God could give no greater gift to men than to make his Word, through whom he created all things, their head and to join them to him as his members, so that the Word might be both Son of God and son of man, one God with the Father, and one man with all men. The result is that when we speak with God in prayer we do not separate the Son from him, and when the body of the Son prays it does not separate its head from itself: it is the one Saviour of his body, our Lord Jesus Christ, the Son of God, who prays for us and in us and is himself the object of our prayers.

He prays for us as our priest, he prays in us as our head, he is the object of our prayers as our God.
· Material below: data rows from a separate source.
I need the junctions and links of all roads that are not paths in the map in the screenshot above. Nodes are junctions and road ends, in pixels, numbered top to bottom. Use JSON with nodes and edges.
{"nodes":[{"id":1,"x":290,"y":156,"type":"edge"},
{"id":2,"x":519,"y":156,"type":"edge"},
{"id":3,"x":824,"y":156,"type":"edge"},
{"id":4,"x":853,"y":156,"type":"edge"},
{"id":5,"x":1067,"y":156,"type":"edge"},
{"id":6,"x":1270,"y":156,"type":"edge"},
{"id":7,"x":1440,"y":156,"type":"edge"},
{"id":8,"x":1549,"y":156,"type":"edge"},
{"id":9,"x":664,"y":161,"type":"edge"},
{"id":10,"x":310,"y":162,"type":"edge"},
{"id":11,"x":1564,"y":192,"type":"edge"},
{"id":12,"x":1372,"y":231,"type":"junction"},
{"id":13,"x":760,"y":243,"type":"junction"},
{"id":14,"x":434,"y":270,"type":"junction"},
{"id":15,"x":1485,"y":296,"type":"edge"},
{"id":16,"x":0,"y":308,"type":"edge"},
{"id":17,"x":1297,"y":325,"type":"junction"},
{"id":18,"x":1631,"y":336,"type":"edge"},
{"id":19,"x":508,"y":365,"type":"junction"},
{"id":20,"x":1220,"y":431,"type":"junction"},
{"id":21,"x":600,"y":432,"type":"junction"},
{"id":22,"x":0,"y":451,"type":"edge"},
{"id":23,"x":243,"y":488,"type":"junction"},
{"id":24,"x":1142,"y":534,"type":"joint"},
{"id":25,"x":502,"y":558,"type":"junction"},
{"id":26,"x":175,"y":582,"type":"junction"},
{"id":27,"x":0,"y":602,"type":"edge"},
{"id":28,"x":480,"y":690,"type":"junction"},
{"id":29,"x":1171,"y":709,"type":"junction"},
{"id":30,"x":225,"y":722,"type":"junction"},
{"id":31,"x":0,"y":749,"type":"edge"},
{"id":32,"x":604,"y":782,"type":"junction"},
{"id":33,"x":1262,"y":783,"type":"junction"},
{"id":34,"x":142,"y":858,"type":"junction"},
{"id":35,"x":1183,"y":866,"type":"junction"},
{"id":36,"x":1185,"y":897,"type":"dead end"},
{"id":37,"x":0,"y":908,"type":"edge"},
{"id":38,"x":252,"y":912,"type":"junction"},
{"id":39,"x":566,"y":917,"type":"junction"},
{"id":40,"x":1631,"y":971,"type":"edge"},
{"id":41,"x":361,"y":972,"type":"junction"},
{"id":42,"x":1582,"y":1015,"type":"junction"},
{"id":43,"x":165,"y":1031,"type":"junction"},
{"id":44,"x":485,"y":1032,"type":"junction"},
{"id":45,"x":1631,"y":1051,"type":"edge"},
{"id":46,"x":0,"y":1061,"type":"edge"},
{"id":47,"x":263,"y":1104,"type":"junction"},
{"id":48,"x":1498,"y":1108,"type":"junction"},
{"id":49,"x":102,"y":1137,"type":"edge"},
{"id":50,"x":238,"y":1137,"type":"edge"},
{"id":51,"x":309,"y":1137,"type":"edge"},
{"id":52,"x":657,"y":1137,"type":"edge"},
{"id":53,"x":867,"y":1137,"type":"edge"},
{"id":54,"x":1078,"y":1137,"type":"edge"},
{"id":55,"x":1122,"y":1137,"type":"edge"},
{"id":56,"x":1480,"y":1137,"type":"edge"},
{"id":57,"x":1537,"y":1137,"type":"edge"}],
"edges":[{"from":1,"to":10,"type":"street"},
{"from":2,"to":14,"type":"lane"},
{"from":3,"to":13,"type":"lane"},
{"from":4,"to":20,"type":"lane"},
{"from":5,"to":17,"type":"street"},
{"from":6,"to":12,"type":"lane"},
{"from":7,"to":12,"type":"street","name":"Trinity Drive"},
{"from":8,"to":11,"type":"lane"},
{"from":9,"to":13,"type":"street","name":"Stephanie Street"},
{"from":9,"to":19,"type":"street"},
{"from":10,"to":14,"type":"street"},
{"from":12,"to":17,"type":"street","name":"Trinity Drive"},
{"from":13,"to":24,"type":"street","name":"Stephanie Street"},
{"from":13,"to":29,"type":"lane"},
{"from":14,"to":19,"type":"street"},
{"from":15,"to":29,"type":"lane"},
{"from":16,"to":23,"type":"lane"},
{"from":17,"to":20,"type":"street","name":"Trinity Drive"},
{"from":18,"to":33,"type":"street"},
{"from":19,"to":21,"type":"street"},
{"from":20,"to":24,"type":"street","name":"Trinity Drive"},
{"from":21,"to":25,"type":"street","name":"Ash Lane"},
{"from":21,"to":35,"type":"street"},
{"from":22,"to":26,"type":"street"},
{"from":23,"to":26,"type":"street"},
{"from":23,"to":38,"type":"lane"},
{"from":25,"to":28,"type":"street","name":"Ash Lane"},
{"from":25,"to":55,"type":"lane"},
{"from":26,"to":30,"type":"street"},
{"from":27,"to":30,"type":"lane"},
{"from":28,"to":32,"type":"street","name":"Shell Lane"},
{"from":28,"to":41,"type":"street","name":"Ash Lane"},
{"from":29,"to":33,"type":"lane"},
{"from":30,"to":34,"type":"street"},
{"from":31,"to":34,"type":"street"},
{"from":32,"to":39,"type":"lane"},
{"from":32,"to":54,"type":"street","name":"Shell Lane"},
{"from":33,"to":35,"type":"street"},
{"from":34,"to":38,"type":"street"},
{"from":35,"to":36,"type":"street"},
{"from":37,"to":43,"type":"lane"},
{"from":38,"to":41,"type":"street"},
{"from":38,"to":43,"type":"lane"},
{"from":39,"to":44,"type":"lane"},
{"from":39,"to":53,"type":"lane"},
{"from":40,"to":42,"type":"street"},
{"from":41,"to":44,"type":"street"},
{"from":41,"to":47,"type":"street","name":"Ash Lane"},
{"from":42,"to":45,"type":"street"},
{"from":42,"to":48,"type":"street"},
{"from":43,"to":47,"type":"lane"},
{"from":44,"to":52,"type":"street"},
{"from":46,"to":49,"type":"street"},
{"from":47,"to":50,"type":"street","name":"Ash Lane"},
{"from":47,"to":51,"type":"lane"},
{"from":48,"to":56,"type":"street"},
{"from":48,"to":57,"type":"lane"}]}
Let us then recognise both our voice in his, and his voice in ours. When something is said, especially in prophecy, about the Lord Jesus Christ that seems to belong to a condition of lowliness unworthy of God, we must not hesitate to ascribe this condition to one who did not hesitate to unite himself with us. Every creature is his servant, for it was through him that every creature came to be.

We contemplate his glory and divinity when we listen to these words: In the beginning was the Word, and the Word was with God, and the Word was God. He was in the beginning with God. All things were made through him, and without him nothing was made. Here we gaze on the divinity of the Son of God, something supremely great and surpassing all the greatness of his creatures. Yet in other parts of Scripture we hear him as one sighing, praying, giving praise and thanks.

We hesitate to attribute these words to him because our minds are slow to come down to his humble level when we have just been contemplating him in his divinity. It is as though we were doing him an injustice in acknowledging in a man the words of one with whom we spoke when we prayed to God. We are usually at a loss and try to change the meaning. Yet our minds find nothing in Scripture that does not go back to him, nothing that will allow us to stray from him.

Our thoughts must then be awakened to keep their vigil of faith. We must realise that the one whom we were contemplating a short time before in his nature as God took to himself the nature of a servant; he was made in the likeness of men and found to be a man like others; he humbled himself by being obedient even to accepting death; as he hung on the cross he made the psalmist’s words his own: My God, my God, why have you forsaken me?

We pray to him as God, he prays for us as a servant. In the first case he is the Creator, in the second a creature. Himself unchanged, he took to himself our created nature in order to change it, and made us one man with himself, head and body. We pray then to him, through him, in him, and we speak along with him and he along with us.